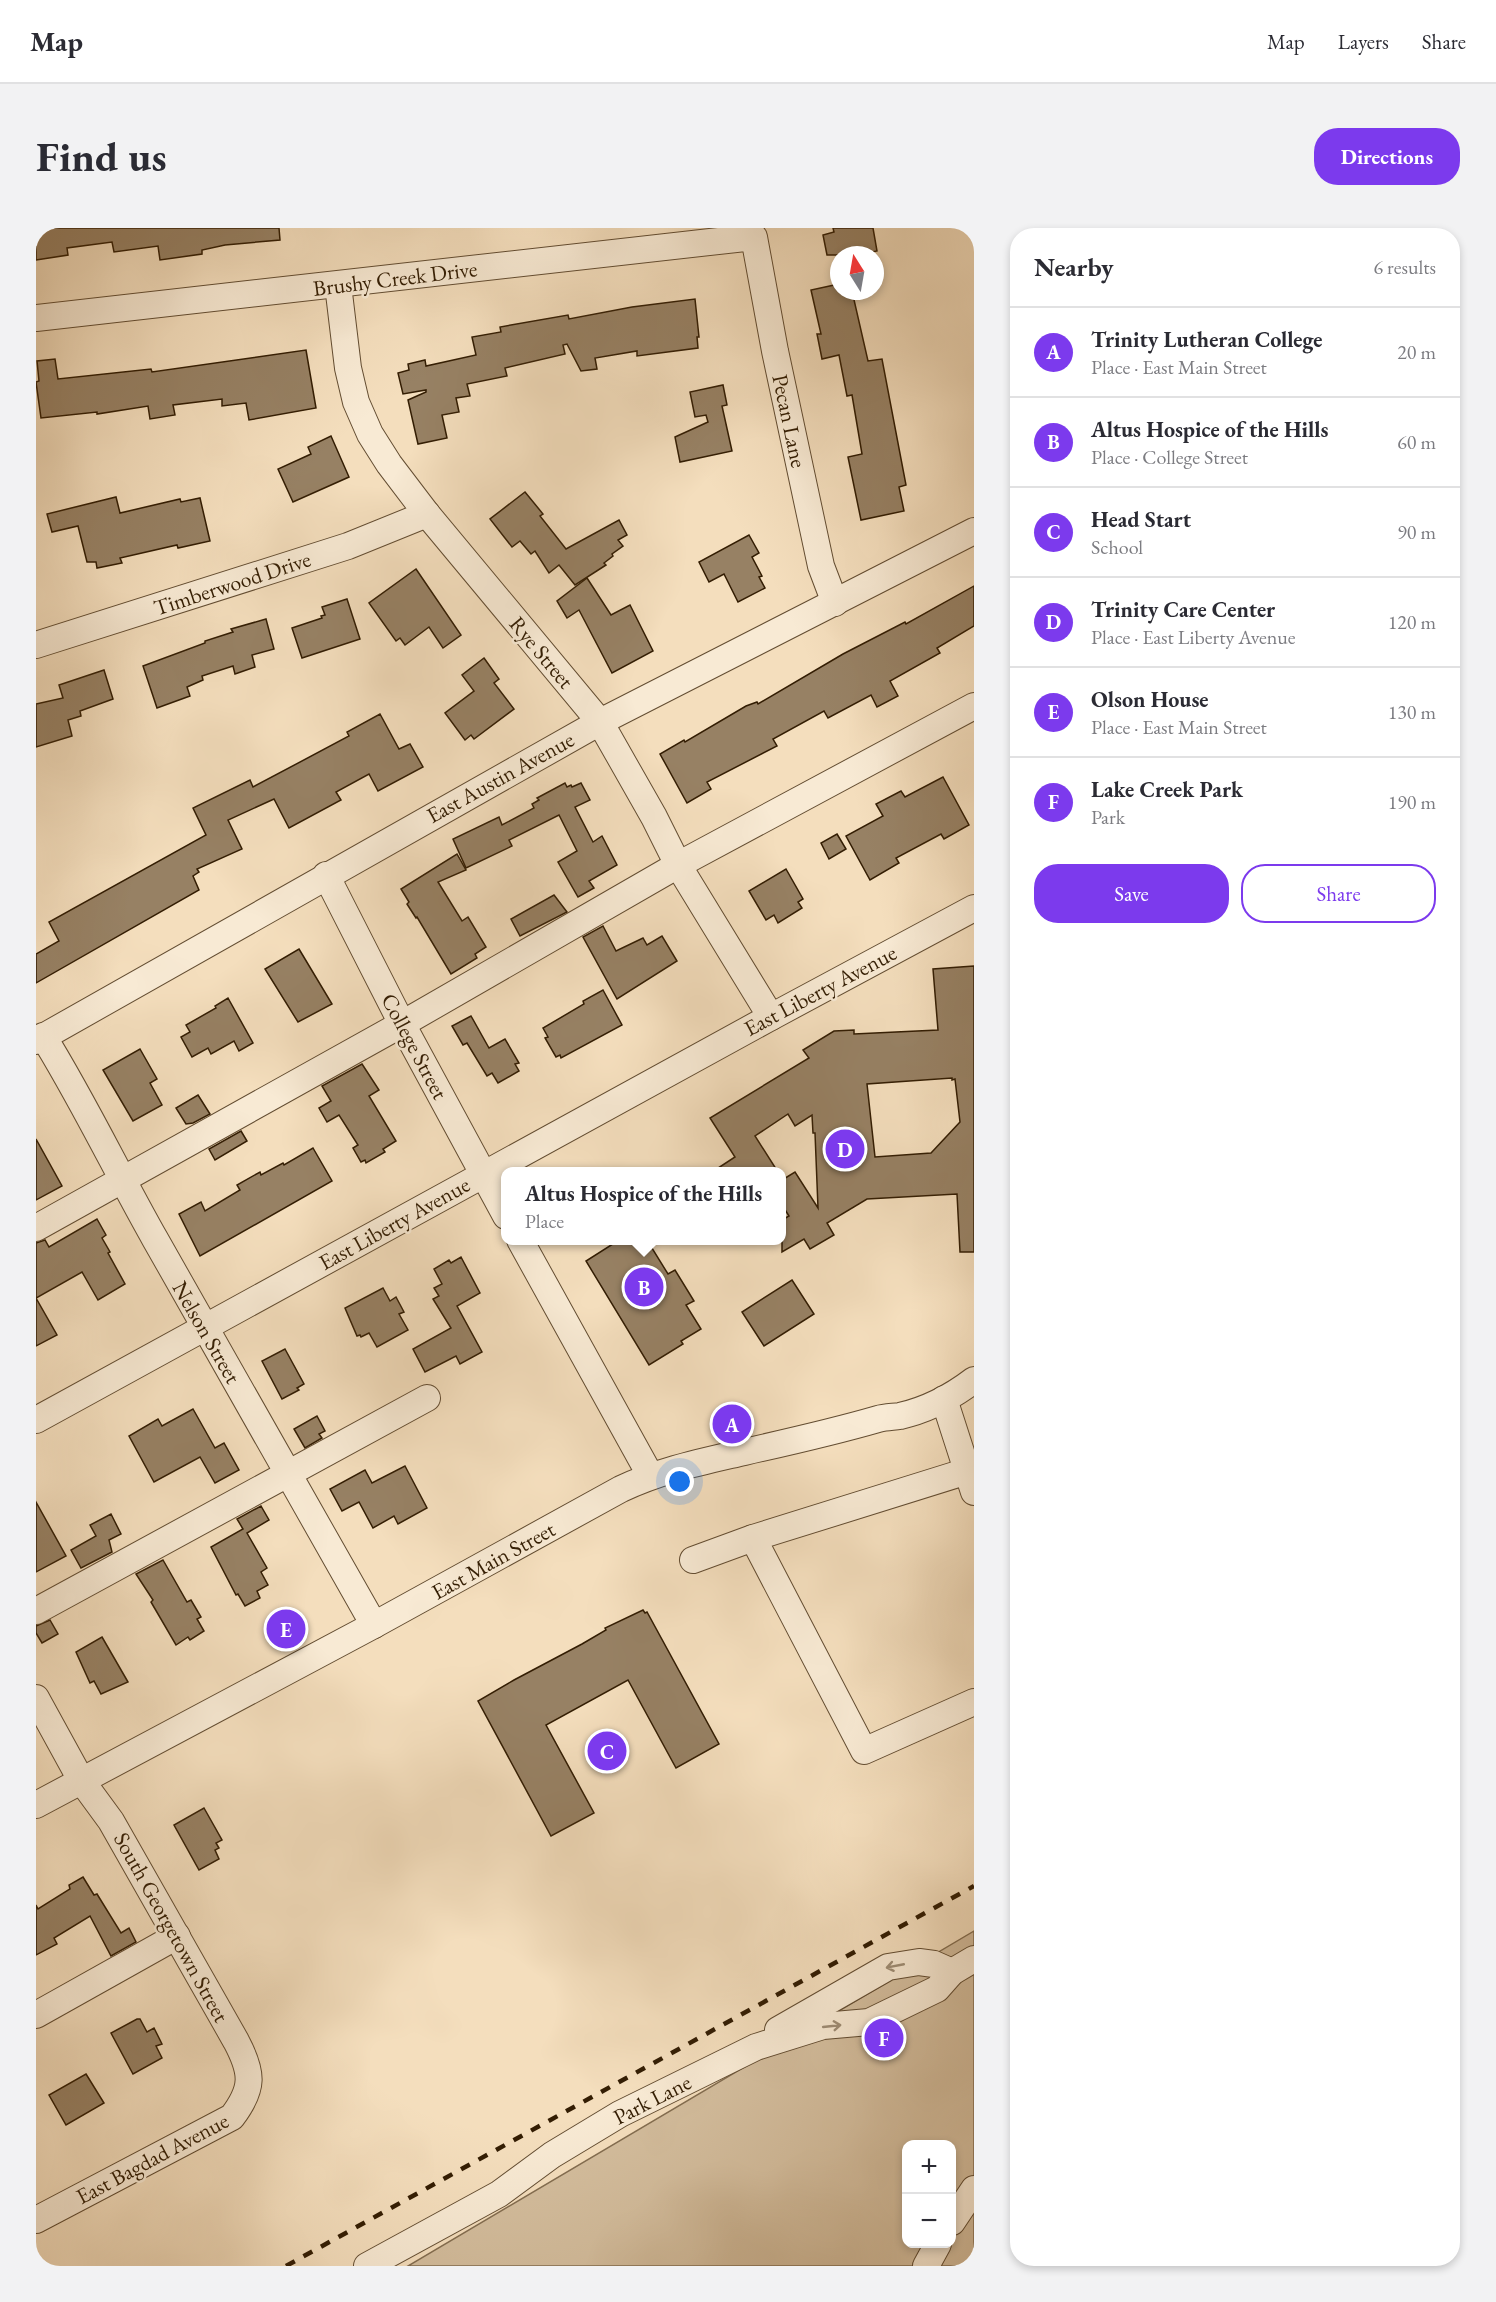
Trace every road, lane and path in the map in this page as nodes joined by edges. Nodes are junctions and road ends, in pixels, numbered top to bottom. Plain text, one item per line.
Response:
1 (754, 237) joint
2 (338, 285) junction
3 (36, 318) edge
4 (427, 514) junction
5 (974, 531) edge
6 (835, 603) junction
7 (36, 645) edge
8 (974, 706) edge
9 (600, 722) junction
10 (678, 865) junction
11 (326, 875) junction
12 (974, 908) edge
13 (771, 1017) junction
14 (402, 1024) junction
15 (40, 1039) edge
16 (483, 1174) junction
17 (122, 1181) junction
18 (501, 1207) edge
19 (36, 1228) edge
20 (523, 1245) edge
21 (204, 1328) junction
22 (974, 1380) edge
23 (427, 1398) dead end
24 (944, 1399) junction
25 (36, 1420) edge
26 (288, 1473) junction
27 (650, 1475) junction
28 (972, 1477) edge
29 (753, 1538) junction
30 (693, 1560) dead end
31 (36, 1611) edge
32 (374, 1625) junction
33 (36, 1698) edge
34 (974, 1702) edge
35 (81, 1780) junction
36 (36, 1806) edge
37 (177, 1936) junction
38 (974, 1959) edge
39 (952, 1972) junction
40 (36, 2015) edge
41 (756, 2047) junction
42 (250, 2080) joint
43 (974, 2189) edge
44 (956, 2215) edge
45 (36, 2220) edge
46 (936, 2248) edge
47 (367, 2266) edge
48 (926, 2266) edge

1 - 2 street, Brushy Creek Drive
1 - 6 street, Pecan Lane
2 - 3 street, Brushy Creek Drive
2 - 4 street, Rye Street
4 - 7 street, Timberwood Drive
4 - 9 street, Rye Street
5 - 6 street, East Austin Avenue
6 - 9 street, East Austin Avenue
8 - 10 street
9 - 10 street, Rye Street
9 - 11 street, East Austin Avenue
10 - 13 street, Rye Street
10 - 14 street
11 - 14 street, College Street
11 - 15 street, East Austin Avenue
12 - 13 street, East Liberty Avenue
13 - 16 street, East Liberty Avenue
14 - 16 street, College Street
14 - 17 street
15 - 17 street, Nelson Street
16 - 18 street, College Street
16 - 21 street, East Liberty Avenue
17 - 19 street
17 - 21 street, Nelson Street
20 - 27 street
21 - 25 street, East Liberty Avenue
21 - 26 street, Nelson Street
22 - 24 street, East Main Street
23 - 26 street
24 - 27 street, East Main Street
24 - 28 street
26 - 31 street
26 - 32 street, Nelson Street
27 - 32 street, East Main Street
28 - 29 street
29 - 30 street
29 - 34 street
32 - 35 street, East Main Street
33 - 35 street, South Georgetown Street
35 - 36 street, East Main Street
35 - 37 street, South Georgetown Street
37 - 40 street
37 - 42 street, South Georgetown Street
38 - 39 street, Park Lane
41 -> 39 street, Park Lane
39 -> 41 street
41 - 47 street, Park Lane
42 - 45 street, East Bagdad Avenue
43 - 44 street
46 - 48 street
******************************
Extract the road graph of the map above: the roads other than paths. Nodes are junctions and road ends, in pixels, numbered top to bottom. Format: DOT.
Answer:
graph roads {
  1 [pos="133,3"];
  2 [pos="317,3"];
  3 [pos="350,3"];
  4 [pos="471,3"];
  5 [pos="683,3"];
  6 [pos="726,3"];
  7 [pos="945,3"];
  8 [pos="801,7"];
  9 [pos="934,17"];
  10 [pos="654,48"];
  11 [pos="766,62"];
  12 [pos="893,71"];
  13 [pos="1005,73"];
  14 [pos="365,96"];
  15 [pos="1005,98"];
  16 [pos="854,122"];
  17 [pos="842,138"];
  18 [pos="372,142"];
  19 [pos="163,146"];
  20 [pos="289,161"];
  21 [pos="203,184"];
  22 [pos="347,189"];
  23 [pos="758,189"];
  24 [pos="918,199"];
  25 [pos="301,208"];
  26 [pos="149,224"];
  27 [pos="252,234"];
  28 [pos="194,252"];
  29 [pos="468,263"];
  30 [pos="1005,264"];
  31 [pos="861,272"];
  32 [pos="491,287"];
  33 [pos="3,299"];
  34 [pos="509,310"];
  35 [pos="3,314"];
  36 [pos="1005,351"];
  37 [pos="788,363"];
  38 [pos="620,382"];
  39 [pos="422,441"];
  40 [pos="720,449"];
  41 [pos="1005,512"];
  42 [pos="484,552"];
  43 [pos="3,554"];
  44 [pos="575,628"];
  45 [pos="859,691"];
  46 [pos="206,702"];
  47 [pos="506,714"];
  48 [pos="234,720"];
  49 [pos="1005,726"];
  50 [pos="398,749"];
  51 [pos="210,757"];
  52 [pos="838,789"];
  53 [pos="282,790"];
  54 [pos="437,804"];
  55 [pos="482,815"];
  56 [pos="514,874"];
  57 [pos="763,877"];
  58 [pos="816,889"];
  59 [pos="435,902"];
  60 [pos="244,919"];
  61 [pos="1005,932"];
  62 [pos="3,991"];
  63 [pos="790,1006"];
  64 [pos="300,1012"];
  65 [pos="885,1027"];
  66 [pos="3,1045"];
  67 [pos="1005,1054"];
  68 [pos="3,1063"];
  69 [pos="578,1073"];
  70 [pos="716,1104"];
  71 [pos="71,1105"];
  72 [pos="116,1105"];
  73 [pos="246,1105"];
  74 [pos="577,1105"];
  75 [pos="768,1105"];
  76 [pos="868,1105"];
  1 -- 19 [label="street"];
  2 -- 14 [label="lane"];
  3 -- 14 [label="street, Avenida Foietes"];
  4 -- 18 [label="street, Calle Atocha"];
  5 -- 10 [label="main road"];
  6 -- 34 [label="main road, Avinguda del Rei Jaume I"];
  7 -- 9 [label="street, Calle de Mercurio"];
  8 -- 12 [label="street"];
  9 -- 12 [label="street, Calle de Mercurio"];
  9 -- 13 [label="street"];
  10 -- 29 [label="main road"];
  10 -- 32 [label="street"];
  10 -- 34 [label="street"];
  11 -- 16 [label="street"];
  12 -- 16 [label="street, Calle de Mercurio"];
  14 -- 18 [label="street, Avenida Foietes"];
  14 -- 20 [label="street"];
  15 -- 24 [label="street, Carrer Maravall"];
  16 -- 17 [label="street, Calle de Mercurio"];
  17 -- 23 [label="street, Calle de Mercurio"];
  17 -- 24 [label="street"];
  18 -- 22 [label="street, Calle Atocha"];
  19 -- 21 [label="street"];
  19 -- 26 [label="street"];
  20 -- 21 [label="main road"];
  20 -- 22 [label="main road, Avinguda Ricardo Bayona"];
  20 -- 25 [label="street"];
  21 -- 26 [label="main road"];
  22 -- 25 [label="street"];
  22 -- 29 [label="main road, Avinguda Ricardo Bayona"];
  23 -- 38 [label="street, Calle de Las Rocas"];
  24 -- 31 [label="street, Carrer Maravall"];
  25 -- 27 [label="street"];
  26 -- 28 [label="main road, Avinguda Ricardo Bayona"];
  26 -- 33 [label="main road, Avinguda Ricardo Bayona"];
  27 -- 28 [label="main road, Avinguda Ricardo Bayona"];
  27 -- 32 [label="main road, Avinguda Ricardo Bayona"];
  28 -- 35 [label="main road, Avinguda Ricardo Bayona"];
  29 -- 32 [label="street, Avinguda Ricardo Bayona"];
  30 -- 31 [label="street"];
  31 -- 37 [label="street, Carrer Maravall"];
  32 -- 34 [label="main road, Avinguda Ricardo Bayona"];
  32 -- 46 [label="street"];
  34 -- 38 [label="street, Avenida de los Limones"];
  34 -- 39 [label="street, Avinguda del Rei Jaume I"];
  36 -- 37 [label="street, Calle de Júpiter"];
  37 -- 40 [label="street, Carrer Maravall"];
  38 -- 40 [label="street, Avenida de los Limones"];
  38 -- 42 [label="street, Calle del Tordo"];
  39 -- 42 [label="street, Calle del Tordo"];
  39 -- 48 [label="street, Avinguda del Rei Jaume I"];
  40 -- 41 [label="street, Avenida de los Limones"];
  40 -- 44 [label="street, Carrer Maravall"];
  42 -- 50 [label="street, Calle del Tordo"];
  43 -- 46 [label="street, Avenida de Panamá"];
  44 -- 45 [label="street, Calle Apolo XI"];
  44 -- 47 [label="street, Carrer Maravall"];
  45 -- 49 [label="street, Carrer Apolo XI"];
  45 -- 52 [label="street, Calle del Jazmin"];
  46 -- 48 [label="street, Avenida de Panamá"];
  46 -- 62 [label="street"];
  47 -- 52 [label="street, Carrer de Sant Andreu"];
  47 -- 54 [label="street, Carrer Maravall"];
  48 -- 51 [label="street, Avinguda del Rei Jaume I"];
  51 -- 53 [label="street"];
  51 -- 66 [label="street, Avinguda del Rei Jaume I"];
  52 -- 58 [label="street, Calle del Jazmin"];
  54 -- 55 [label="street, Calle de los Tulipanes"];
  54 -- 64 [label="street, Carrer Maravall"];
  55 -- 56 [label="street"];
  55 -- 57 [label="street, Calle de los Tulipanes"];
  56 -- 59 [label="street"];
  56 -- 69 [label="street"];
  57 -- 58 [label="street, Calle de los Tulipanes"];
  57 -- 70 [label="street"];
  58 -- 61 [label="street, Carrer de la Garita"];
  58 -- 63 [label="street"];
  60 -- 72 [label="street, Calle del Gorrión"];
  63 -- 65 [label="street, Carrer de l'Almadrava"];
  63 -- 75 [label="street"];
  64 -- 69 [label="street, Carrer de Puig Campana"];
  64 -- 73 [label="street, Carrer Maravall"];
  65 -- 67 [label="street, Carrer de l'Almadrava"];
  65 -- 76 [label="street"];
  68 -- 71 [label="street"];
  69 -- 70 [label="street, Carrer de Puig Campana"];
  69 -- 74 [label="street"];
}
******************************
### Directions for this task
A line belongs in the answer if it contains the word "College"; please copy each such line from the material.

### Exercise solution
11 - 14 street, College Street
14 - 16 street, College Street
16 - 18 street, College Street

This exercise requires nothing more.